## Problem description
Return each line of the records below that contains the word "Write".

## Given entries

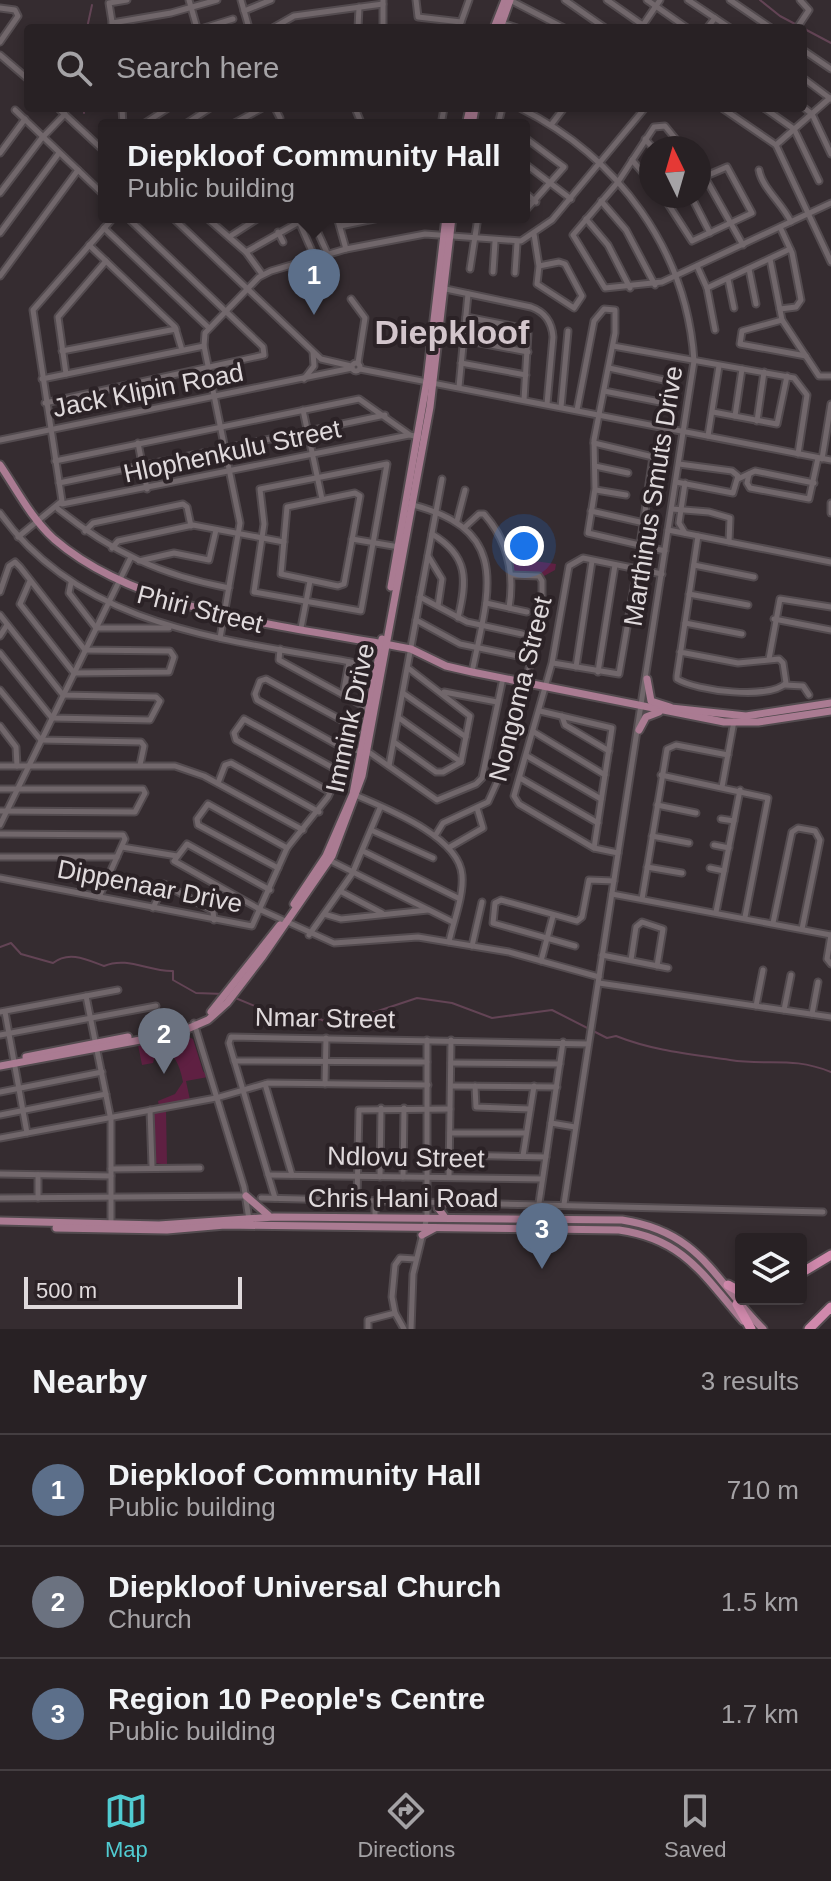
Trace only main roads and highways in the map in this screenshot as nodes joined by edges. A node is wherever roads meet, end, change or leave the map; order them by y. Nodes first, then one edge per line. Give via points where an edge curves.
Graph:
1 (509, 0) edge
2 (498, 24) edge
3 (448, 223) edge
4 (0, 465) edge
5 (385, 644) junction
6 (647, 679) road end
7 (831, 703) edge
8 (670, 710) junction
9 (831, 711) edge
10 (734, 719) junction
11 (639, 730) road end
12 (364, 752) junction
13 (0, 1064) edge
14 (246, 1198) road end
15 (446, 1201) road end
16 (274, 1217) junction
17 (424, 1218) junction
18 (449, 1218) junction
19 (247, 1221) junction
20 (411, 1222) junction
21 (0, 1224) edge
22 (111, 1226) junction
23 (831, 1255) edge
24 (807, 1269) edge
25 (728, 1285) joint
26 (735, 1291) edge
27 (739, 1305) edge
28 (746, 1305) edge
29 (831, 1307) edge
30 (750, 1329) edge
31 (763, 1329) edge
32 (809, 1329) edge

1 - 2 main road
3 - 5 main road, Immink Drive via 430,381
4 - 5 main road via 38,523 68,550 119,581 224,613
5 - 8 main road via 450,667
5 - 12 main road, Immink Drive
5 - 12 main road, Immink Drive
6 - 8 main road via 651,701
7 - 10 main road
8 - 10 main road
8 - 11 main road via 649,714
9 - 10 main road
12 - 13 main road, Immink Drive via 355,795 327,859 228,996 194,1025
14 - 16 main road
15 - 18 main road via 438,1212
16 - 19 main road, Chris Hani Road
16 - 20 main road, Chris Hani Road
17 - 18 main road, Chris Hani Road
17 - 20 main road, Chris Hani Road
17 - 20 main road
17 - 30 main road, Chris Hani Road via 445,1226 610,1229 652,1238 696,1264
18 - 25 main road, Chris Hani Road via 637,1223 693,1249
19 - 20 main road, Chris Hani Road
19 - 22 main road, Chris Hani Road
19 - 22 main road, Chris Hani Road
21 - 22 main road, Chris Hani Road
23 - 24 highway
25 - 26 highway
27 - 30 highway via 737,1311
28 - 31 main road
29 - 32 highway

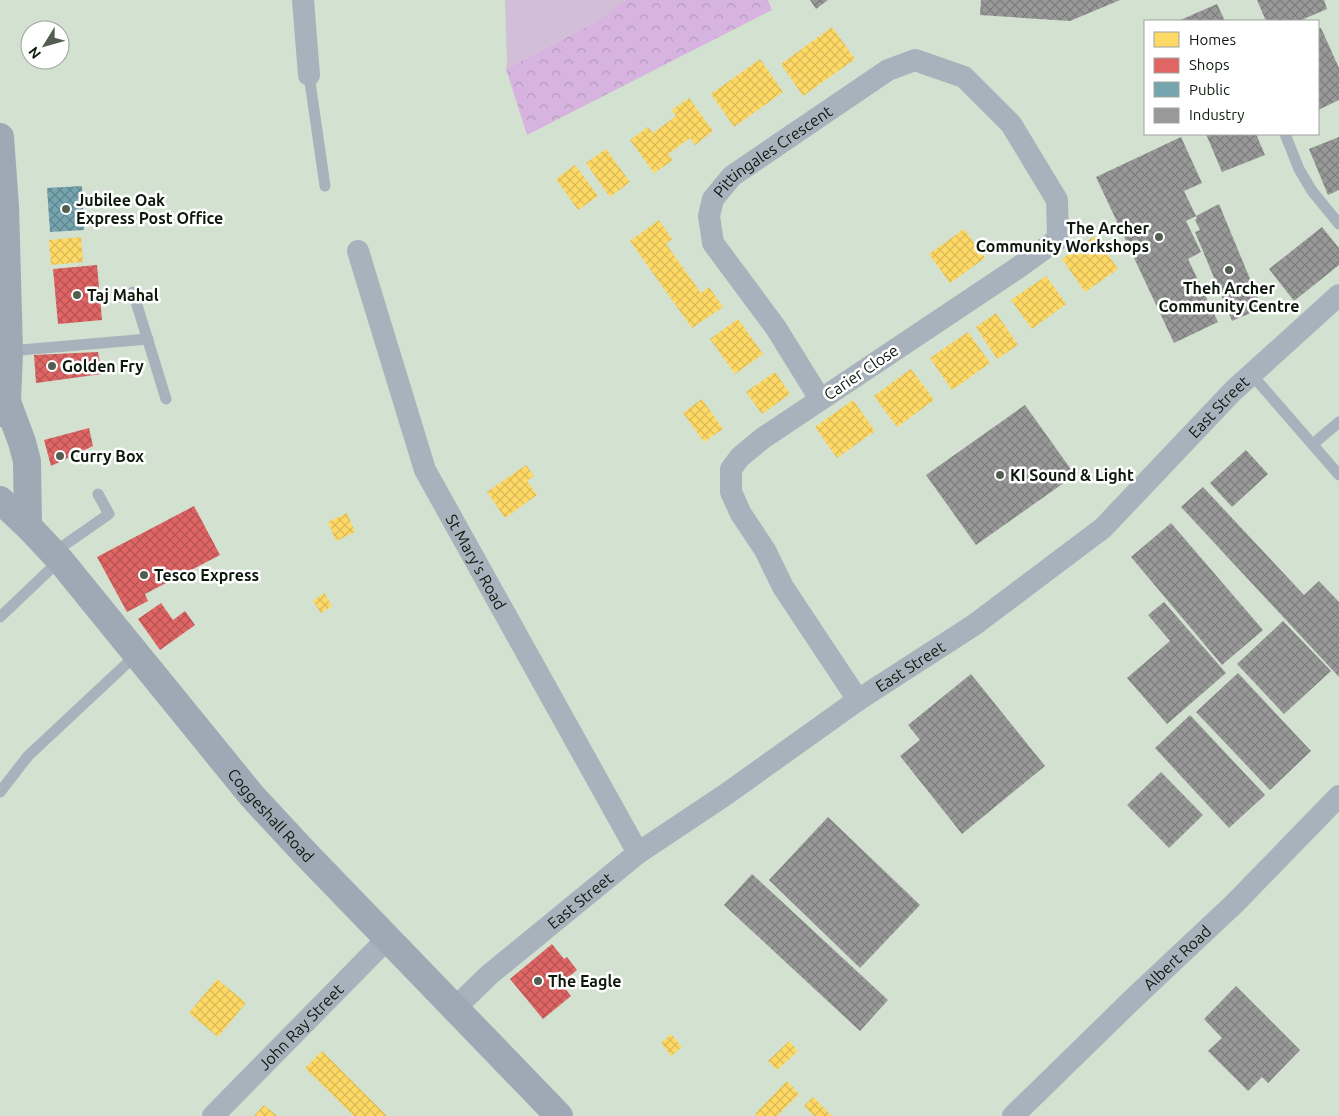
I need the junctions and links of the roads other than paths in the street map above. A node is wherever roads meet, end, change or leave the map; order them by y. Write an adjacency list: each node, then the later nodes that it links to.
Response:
---
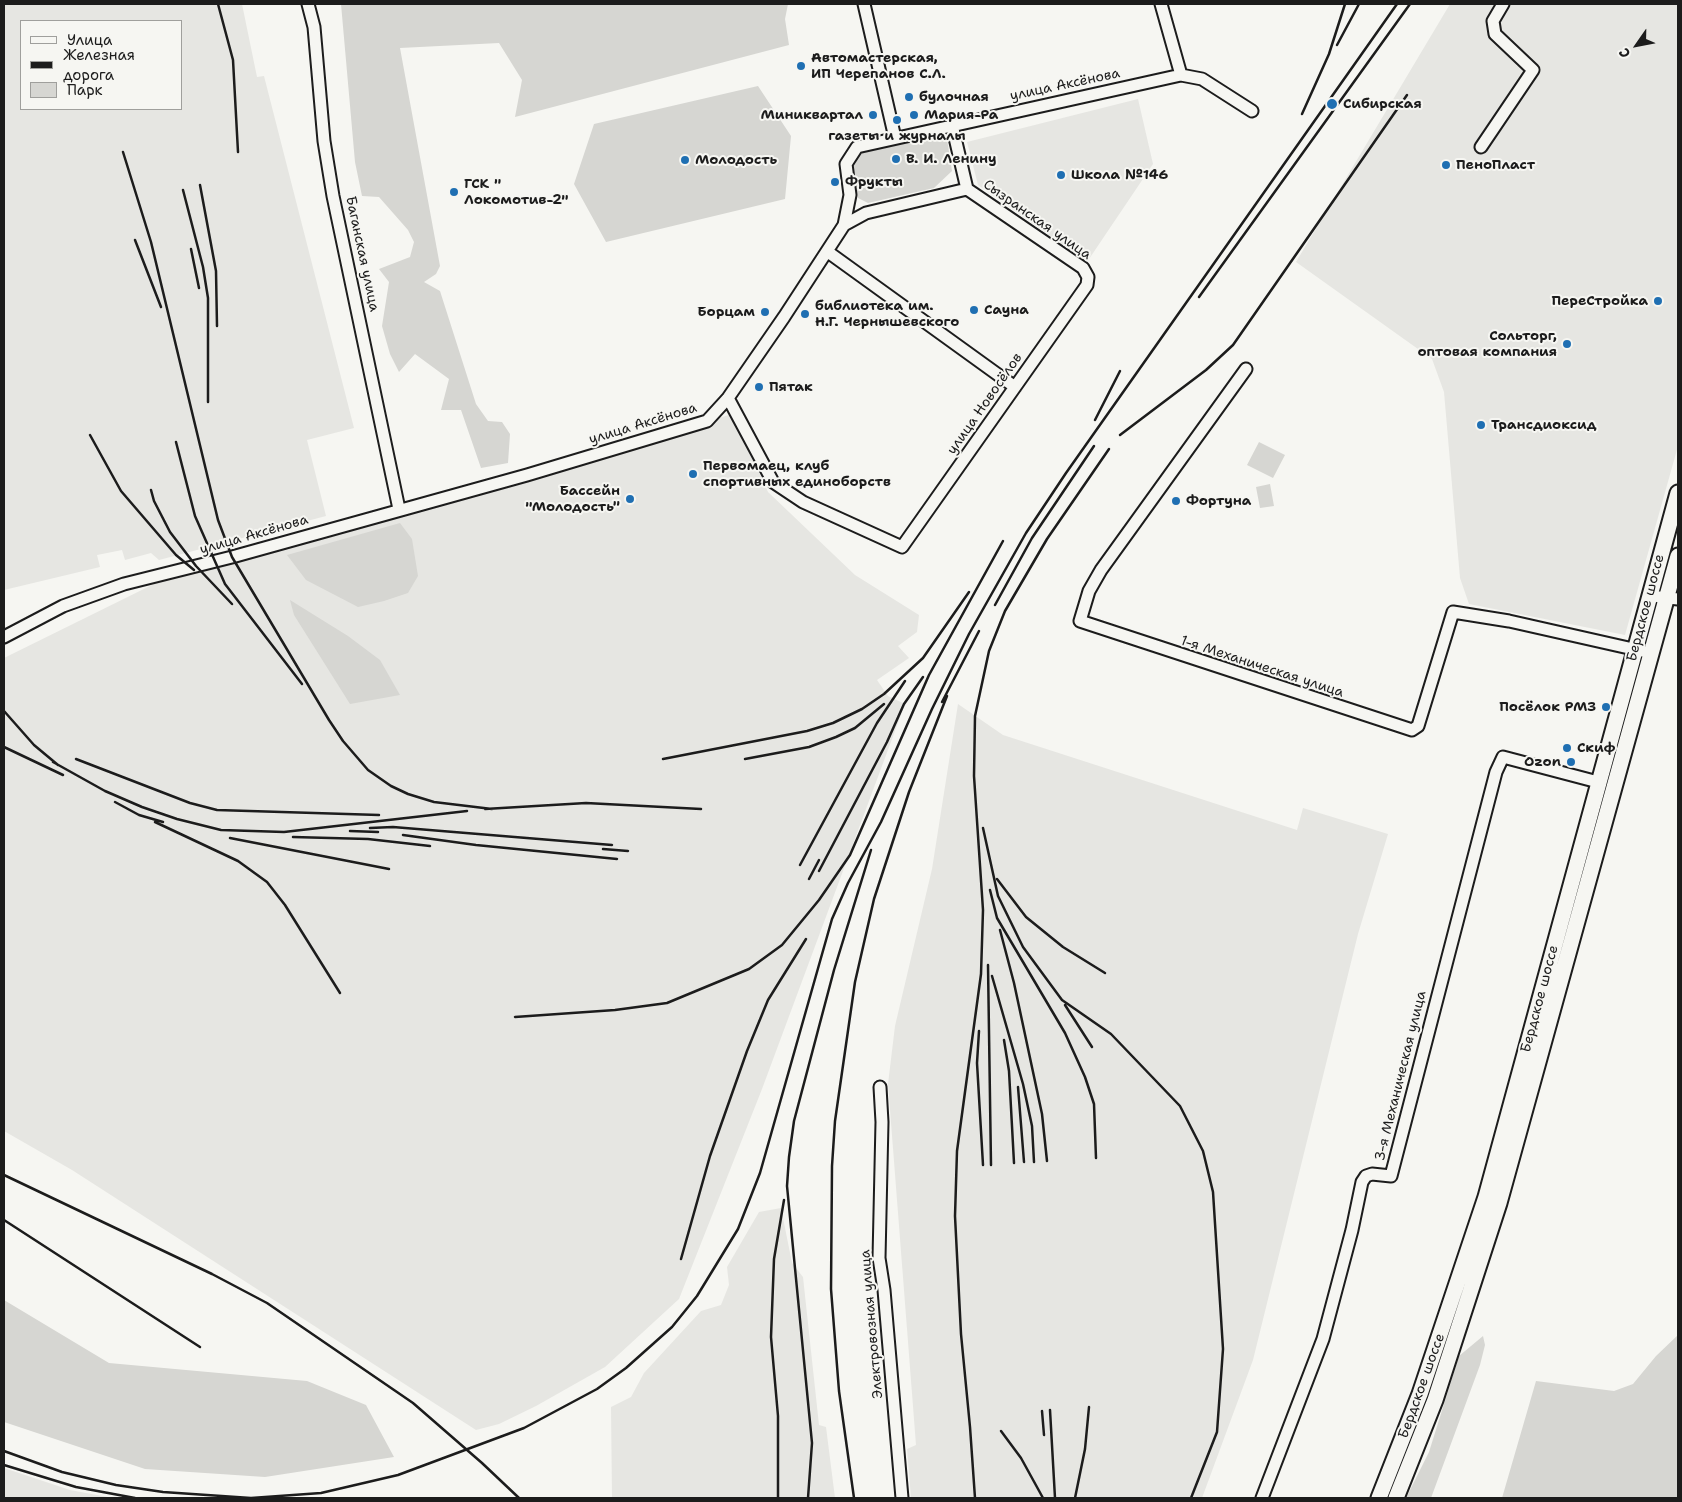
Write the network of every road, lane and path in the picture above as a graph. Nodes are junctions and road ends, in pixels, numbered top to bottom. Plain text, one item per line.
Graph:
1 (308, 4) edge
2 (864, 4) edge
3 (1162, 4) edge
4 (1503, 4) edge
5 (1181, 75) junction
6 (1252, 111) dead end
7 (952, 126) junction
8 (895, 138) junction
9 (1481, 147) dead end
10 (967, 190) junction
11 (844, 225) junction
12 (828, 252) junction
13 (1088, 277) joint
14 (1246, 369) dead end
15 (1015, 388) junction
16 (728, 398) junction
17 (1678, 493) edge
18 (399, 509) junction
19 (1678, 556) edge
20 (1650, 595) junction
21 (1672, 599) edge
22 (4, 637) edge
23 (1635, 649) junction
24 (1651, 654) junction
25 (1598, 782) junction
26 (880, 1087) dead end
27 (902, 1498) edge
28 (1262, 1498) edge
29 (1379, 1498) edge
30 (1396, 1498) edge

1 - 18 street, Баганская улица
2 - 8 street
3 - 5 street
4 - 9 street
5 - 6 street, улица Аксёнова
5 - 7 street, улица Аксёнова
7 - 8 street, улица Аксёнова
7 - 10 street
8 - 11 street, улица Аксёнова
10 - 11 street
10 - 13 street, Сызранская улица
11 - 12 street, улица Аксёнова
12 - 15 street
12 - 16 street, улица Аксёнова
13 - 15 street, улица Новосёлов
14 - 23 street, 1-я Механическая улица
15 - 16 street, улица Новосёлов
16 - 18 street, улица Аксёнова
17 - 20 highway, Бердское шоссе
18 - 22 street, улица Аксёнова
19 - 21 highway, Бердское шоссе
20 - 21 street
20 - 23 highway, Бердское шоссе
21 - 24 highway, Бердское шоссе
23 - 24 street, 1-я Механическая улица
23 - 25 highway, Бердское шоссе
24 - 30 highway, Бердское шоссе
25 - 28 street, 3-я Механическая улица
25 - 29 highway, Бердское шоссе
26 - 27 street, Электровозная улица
==
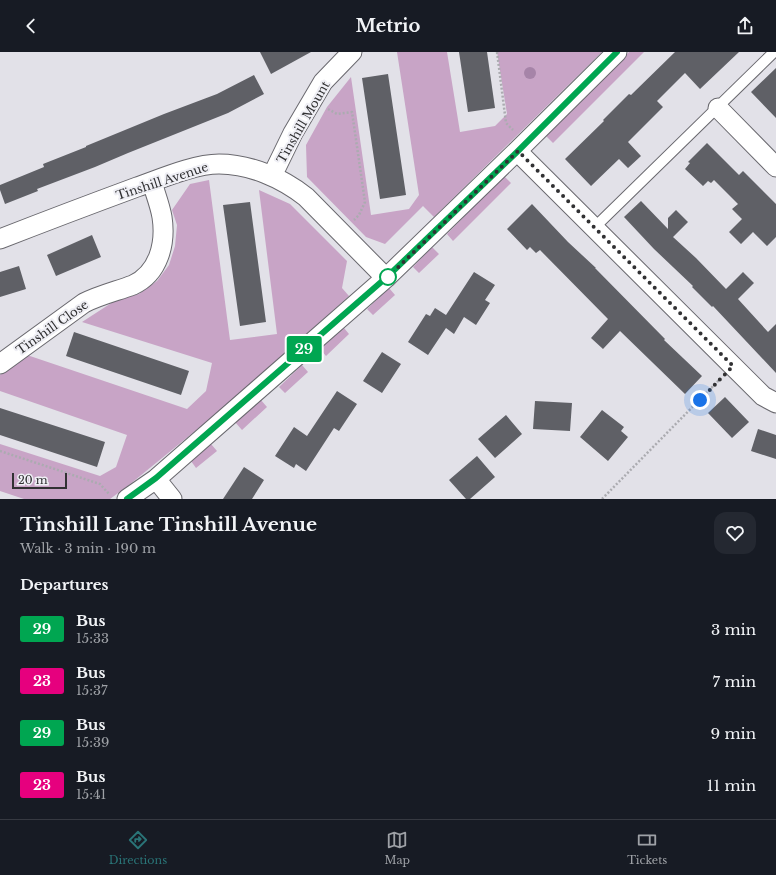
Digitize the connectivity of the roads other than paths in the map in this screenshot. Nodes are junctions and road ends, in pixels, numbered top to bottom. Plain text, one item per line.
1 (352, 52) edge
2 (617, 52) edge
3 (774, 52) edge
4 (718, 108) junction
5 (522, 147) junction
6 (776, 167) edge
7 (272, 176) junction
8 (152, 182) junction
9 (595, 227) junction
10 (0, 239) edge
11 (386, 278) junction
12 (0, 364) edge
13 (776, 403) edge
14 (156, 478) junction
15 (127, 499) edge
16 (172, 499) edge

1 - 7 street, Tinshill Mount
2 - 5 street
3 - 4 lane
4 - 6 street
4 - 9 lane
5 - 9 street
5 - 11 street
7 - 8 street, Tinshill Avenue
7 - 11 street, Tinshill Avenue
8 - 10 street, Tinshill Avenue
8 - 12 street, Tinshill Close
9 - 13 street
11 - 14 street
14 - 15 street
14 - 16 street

## The completed task
I need the junctions and links of the roads other than paths in the street map above. A node is wherever roads meet, end, change or leave the map; order them by y. Write an adjacency list: each node, then the later nodes that it links to.
Write the network of every road, lane and path in the picture above as a graph. Nodes are junctions and road ends, in pixels, numbered top to bottom. Plain text, one item per line.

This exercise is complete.